Records shown:

************

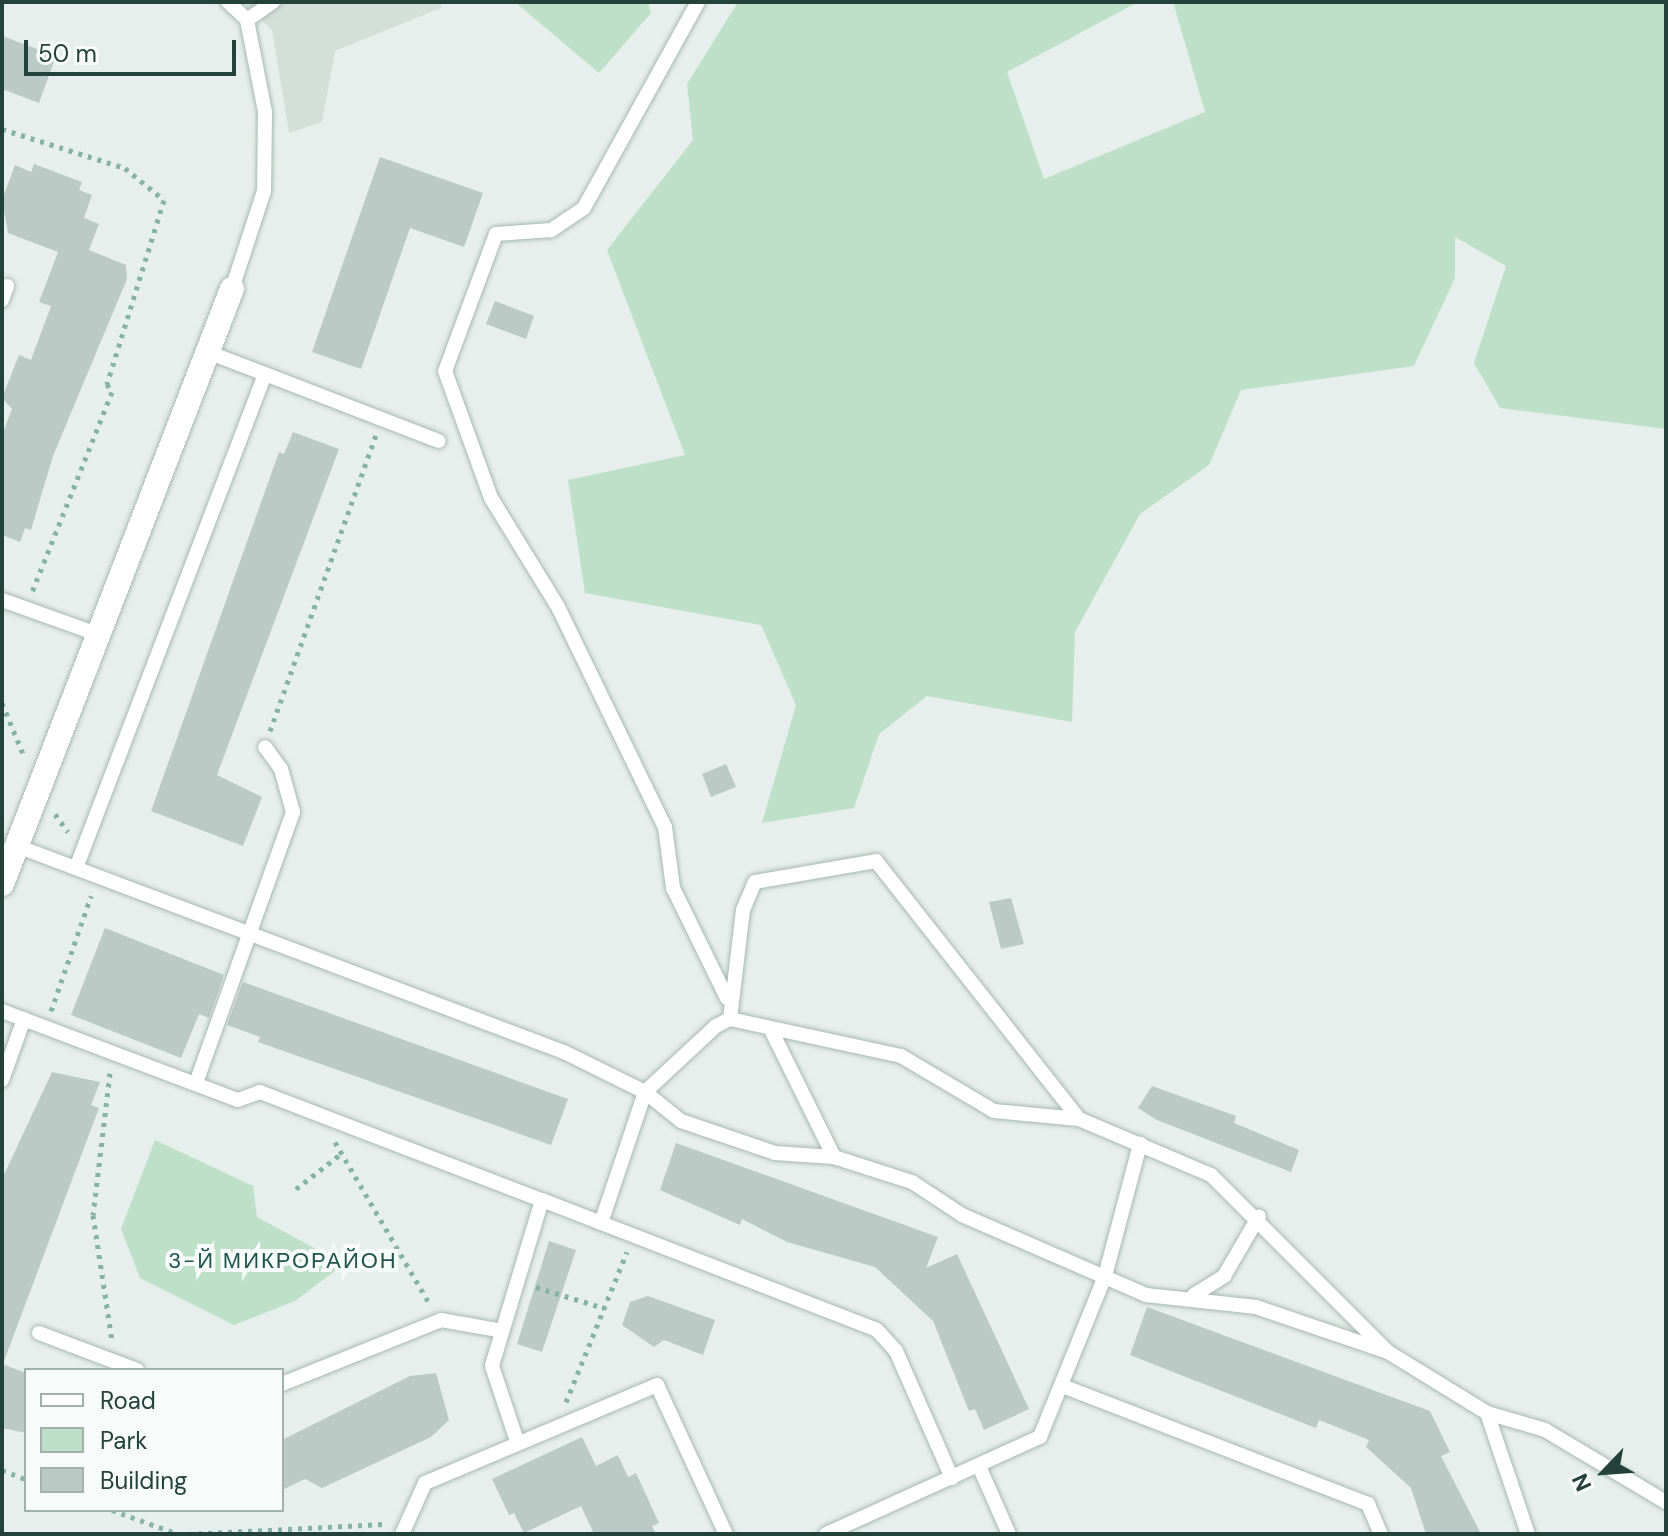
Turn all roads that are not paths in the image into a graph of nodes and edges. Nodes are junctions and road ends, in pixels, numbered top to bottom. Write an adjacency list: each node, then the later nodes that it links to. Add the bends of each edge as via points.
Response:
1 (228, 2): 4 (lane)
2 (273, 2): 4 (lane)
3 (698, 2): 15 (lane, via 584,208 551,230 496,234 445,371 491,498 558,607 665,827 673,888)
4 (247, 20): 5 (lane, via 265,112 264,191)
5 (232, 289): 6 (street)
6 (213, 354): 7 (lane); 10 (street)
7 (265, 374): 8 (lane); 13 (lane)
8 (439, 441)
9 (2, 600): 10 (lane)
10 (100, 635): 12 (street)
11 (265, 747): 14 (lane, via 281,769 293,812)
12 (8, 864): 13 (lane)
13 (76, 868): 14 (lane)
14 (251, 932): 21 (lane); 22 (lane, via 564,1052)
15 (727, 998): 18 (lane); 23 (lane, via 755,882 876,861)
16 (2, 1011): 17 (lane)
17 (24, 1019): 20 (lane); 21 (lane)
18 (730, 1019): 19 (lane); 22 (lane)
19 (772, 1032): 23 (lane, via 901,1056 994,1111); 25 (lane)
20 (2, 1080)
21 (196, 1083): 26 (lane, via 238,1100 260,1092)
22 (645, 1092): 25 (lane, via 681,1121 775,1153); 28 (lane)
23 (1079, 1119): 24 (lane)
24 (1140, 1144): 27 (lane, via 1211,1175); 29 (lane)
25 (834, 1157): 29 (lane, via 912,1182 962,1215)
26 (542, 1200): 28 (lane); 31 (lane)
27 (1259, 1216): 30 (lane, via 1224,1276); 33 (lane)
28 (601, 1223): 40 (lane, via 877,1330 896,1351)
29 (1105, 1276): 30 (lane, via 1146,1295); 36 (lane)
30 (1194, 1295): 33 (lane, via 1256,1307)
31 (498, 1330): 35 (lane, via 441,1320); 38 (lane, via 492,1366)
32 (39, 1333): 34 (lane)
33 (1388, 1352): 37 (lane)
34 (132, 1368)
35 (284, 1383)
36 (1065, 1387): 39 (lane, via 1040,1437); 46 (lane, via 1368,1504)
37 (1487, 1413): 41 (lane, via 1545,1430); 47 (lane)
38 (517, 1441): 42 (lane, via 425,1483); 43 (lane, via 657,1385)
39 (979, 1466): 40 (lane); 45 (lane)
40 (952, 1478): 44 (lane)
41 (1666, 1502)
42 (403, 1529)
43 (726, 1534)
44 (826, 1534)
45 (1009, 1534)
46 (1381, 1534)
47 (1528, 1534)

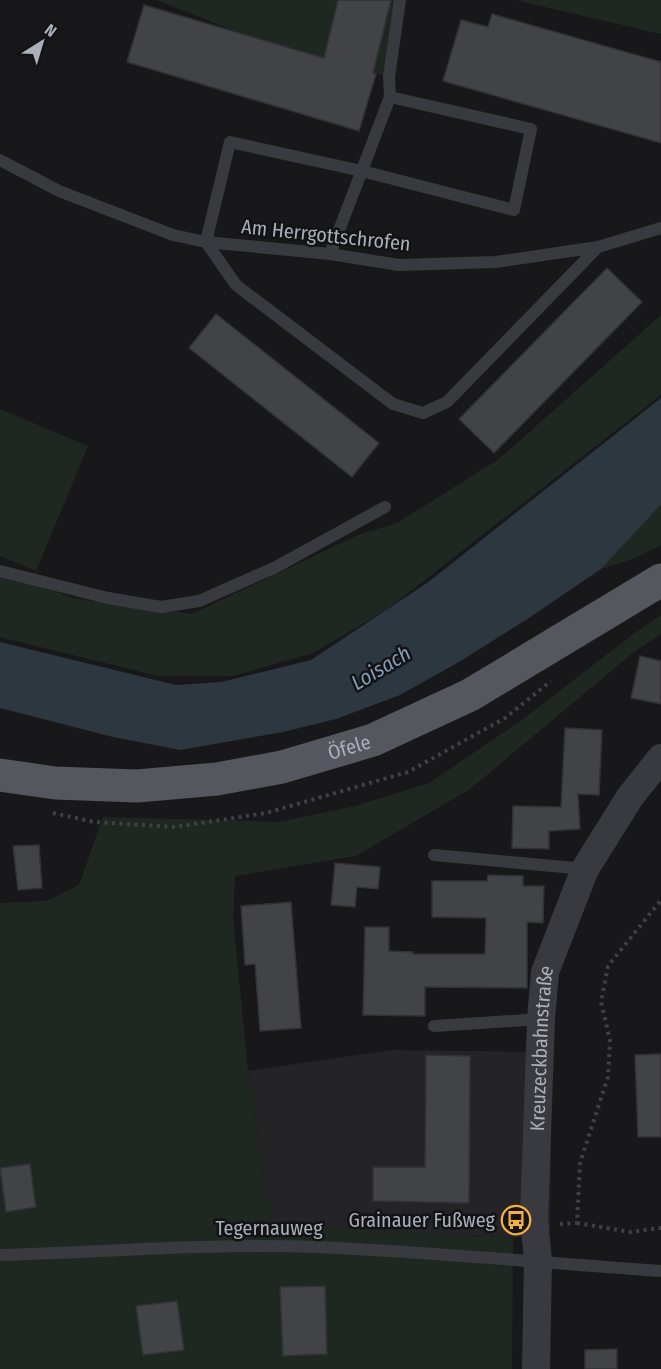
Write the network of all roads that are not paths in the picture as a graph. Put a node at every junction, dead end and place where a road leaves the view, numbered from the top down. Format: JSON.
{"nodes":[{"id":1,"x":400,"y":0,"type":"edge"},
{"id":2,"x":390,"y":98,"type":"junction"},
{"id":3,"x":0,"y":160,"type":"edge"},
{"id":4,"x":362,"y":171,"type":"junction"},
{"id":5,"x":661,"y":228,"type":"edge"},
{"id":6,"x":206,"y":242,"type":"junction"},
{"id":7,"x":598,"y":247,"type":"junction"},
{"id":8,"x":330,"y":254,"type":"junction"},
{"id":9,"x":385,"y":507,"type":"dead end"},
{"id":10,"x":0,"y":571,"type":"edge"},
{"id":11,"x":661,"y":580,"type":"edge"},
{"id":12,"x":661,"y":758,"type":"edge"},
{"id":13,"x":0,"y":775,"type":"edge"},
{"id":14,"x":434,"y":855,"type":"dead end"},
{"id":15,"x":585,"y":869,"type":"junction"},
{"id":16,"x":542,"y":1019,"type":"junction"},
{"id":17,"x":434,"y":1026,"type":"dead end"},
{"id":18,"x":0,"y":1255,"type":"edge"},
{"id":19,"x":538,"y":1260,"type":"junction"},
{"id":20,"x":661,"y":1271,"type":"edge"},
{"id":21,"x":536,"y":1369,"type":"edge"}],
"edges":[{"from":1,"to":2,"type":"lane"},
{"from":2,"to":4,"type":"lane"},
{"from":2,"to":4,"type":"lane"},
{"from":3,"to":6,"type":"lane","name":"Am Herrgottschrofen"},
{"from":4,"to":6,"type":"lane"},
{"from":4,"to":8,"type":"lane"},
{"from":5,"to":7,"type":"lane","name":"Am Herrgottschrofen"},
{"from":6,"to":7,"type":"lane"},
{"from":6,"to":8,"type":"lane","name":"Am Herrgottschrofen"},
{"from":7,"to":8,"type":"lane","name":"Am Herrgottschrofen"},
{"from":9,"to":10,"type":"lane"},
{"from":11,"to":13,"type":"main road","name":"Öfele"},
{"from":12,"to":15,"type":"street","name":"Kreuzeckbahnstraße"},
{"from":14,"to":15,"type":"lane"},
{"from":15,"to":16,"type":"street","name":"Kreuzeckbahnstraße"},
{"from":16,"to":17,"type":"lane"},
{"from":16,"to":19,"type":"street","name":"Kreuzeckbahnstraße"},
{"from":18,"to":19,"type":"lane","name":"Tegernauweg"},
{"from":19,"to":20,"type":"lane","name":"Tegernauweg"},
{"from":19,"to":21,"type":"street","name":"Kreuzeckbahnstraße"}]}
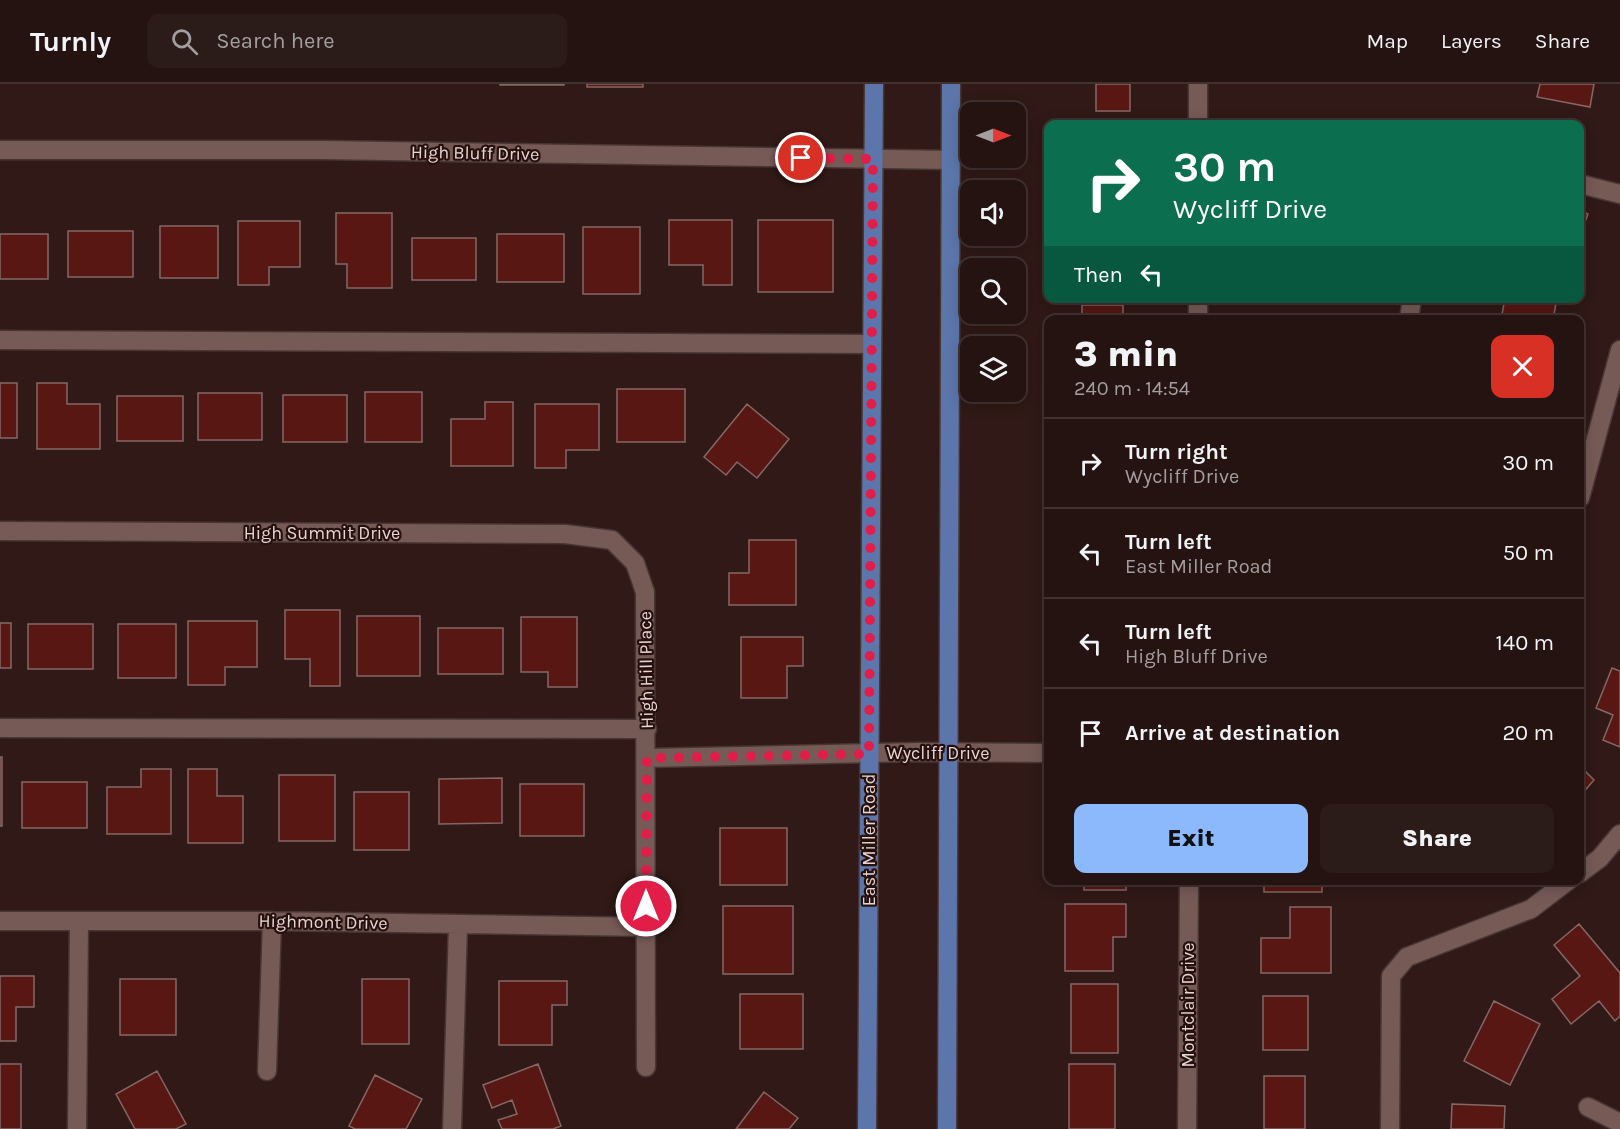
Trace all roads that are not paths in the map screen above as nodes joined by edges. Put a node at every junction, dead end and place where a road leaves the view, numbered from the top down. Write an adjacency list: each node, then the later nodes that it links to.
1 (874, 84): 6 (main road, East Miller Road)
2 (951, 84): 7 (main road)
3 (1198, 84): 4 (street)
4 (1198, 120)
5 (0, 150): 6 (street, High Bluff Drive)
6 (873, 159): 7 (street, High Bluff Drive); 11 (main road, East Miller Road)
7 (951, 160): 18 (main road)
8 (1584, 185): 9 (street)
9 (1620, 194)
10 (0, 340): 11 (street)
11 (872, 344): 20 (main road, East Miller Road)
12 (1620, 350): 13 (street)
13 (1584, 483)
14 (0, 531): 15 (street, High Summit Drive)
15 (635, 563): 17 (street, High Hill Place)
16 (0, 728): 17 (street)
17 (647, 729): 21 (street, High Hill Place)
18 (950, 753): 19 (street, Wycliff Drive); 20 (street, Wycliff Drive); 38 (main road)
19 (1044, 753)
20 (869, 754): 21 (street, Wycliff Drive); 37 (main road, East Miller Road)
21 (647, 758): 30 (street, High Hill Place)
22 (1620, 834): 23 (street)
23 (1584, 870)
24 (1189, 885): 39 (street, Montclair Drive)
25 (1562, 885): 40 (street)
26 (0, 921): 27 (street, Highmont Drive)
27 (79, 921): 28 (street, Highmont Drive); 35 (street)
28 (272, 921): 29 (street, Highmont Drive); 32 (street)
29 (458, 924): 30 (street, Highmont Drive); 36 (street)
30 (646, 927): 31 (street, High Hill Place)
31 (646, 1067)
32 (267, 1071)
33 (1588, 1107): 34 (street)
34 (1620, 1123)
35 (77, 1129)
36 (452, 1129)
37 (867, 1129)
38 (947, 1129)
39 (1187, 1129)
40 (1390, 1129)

************

What you need to do: Everything from the line that has "Trace all roads" to the final line above should be retyped exactly, and nothing else.

Expected output:
Trace all roads that are not paths in the map screen above as nodes joined by edges. Put a node at every junction, dead end and place where a road leaves the view, numbered from the top down. Write an adjacency list: each node, then the later nodes that it links to.
1 (874, 84): 6 (main road, East Miller Road)
2 (951, 84): 7 (main road)
3 (1198, 84): 4 (street)
4 (1198, 120)
5 (0, 150): 6 (street, High Bluff Drive)
6 (873, 159): 7 (street, High Bluff Drive); 11 (main road, East Miller Road)
7 (951, 160): 18 (main road)
8 (1584, 185): 9 (street)
9 (1620, 194)
10 (0, 340): 11 (street)
11 (872, 344): 20 (main road, East Miller Road)
12 (1620, 350): 13 (street)
13 (1584, 483)
14 (0, 531): 15 (street, High Summit Drive)
15 (635, 563): 17 (street, High Hill Place)
16 (0, 728): 17 (street)
17 (647, 729): 21 (street, High Hill Place)
18 (950, 753): 19 (street, Wycliff Drive); 20 (street, Wycliff Drive); 38 (main road)
19 (1044, 753)
20 (869, 754): 21 (street, Wycliff Drive); 37 (main road, East Miller Road)
21 (647, 758): 30 (street, High Hill Place)
22 (1620, 834): 23 (street)
23 (1584, 870)
24 (1189, 885): 39 (street, Montclair Drive)
25 (1562, 885): 40 (street)
26 (0, 921): 27 (street, Highmont Drive)
27 (79, 921): 28 (street, Highmont Drive); 35 (street)
28 (272, 921): 29 (street, Highmont Drive); 32 (street)
29 (458, 924): 30 (street, Highmont Drive); 36 (street)
30 (646, 927): 31 (street, High Hill Place)
31 (646, 1067)
32 (267, 1071)
33 (1588, 1107): 34 (street)
34 (1620, 1123)
35 (77, 1129)
36 (452, 1129)
37 (867, 1129)
38 (947, 1129)
39 (1187, 1129)
40 (1390, 1129)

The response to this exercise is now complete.